We conclude that the circuit court did not err in concluding that probable cause existed to
search the vehicle and accordingly in denying the motion to suppress the evidence found in that
search.7
II. Sufficiency of the Evidence
Durham contends that the evidence was insufficient to sustain his convictions for the
firearm offenses because the evidence did not establish that he “was ever in either actual or
constructive possession of the revolver seized from the center console of his vehicle.” Relying
on Hancock v. Commonwealth, 21 Va.
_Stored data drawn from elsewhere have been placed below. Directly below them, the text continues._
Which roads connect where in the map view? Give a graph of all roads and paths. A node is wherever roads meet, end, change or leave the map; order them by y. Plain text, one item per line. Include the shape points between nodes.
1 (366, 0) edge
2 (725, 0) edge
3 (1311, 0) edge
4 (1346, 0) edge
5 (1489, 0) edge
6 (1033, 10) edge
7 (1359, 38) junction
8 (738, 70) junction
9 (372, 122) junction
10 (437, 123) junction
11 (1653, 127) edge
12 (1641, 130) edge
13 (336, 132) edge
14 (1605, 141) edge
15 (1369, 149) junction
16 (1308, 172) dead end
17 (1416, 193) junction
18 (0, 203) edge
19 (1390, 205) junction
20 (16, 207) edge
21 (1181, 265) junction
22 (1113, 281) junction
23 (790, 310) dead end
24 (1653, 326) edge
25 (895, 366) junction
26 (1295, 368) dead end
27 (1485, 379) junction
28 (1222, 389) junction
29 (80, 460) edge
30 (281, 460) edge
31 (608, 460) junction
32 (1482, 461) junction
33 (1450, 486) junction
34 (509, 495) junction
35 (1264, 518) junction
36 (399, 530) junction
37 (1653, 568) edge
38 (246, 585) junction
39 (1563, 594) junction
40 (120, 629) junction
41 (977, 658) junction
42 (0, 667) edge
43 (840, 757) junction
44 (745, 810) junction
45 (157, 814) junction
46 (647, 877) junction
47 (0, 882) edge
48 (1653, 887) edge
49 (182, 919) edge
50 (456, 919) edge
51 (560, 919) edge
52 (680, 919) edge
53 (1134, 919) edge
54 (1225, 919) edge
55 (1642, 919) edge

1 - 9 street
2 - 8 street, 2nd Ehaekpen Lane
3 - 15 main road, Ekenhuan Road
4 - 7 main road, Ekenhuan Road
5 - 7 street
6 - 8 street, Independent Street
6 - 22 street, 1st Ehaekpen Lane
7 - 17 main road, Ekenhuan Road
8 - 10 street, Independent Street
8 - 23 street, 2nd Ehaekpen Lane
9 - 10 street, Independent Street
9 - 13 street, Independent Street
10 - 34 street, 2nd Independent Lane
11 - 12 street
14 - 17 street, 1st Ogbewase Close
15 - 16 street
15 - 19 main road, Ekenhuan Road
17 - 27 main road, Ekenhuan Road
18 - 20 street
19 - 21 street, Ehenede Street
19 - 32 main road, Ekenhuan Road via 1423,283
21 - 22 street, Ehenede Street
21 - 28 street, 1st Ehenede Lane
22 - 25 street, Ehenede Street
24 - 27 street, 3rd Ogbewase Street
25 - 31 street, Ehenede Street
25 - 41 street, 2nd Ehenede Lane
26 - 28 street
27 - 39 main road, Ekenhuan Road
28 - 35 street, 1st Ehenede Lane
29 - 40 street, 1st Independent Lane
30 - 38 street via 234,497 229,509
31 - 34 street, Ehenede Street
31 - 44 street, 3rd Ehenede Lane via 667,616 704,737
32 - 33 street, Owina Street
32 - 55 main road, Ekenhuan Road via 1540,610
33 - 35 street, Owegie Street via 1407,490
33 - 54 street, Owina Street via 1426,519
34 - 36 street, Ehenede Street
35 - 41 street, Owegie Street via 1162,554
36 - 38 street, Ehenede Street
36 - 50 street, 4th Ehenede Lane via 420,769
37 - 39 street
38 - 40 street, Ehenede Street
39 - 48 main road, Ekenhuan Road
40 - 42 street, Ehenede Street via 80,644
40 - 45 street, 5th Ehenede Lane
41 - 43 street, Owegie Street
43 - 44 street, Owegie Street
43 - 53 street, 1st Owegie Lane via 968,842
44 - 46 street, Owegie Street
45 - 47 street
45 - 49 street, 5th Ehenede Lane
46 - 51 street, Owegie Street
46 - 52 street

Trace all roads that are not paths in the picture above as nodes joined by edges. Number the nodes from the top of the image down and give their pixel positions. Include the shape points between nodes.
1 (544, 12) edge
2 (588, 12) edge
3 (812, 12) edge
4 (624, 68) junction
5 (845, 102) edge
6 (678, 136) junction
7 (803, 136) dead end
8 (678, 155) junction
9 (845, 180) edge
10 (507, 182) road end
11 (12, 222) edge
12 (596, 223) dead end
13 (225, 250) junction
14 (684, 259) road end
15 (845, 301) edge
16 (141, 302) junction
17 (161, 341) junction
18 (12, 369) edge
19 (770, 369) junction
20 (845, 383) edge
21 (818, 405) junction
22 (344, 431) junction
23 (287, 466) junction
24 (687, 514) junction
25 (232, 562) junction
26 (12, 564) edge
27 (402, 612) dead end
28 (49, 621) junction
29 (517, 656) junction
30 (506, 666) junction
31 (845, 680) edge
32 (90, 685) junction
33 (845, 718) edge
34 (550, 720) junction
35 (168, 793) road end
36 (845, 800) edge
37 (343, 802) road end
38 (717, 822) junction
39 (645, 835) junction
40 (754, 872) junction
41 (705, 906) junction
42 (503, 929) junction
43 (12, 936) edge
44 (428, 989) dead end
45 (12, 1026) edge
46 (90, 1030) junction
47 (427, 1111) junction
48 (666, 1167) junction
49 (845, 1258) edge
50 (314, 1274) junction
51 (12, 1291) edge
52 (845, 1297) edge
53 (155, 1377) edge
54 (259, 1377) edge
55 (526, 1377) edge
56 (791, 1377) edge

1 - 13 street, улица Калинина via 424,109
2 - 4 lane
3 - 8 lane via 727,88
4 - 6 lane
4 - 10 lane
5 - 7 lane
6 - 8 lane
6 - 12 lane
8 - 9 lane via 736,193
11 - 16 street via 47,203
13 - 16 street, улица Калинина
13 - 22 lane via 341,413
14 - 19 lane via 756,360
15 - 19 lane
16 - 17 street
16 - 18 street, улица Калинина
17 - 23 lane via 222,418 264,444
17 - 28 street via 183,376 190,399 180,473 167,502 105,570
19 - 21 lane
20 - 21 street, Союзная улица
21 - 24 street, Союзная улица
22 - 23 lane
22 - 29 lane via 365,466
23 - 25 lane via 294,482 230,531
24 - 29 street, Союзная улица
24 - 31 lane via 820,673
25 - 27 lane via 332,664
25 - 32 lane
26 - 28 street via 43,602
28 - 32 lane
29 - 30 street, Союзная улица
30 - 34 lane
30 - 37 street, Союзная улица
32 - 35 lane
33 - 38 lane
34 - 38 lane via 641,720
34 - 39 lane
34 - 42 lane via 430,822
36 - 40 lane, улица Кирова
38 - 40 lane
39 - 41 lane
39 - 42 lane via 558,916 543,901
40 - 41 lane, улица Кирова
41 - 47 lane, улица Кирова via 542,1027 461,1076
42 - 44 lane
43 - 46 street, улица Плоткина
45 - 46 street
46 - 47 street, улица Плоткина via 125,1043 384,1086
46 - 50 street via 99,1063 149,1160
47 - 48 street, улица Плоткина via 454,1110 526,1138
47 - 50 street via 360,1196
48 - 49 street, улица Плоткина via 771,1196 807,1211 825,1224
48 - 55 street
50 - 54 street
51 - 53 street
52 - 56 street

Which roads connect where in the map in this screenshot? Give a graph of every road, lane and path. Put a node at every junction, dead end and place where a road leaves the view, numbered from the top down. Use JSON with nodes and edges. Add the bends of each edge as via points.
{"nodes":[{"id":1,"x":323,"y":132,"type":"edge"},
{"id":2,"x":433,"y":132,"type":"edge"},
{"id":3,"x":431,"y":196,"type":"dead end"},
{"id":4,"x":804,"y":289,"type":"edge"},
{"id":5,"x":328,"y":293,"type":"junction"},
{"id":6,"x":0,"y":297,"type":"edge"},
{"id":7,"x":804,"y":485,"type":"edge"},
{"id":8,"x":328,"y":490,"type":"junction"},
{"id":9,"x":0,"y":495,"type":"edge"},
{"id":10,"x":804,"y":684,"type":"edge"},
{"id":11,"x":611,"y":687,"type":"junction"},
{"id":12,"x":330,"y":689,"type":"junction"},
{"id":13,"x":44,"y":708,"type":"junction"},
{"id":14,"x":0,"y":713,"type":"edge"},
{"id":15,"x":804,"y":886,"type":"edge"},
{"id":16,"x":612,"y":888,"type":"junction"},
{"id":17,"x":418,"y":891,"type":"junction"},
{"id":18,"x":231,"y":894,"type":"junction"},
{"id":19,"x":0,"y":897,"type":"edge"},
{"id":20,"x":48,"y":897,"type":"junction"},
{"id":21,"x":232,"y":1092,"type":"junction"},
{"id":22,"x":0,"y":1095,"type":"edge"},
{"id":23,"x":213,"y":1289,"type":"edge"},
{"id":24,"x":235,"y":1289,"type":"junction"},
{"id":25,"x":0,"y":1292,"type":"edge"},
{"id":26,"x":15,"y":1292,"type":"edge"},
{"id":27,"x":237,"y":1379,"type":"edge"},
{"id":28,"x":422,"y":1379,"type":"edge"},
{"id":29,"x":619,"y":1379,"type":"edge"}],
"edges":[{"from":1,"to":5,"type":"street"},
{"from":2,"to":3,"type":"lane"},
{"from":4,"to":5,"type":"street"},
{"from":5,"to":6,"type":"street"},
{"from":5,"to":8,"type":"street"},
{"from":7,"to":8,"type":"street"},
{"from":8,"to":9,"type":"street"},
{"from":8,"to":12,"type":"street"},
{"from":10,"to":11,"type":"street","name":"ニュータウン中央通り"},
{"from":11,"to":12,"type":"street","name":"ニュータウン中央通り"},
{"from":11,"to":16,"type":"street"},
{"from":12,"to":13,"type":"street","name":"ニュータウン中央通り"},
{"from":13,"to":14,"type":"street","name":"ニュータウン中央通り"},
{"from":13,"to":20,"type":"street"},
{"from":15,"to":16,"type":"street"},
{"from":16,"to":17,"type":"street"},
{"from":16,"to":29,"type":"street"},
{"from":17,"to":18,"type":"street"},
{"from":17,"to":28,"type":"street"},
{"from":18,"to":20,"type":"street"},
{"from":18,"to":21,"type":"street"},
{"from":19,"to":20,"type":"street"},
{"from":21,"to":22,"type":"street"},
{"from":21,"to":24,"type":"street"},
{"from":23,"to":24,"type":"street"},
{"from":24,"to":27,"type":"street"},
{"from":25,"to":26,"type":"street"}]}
App. 466, 468 (1995), Durham argues that the record
contains no evidence beyond his mere “proximity to the revolver and ownership of the vehicle”
to establish that he possessed the firearm.
“When reviewing the sufficiency of the evidence, ‘[t]he judgment of the trial court is
presumed correct and will not be disturbed unless it is plainly wrong or without evidence to
support it.’” McGowan v. Commonwealth, 72 Va. App. 513, 521 (2020) (alteration in original)
(quoting Smith v. Commonwealth, 296 Va. 450, 460 (2018)). “In such cases, ‘[t]he Court does
not ask itself whether it believes that the evidence at the trial established guilt beyond a
reasonable doubt.’” Id. (alteration in original) (quoting Secret v. Commonwealth, 296 Va. 204,
228 (2018)). “Instead, we ask only ‘whether any rational trier of fact could have found the
essential elements of the crime beyond a reasonable doubt.’” Id. (quoting Secret, 296 Va. at
7
Because we find the officer’s search of the vehicle justified by probable cause, we do
not need to address whether the officer also had justification to search incident to an arrest, as
Durham raises in his assignment of error. “The doctrine of judicial restraint dictates that we
decide cases ‘on the best and narrowest grounds available.’” Commonwealth v. Swann, 290 Va.
194, 196 (2015) (quoting McGhee v. Commonwealth, 280 Va. 620, 626 n.4 (2010)).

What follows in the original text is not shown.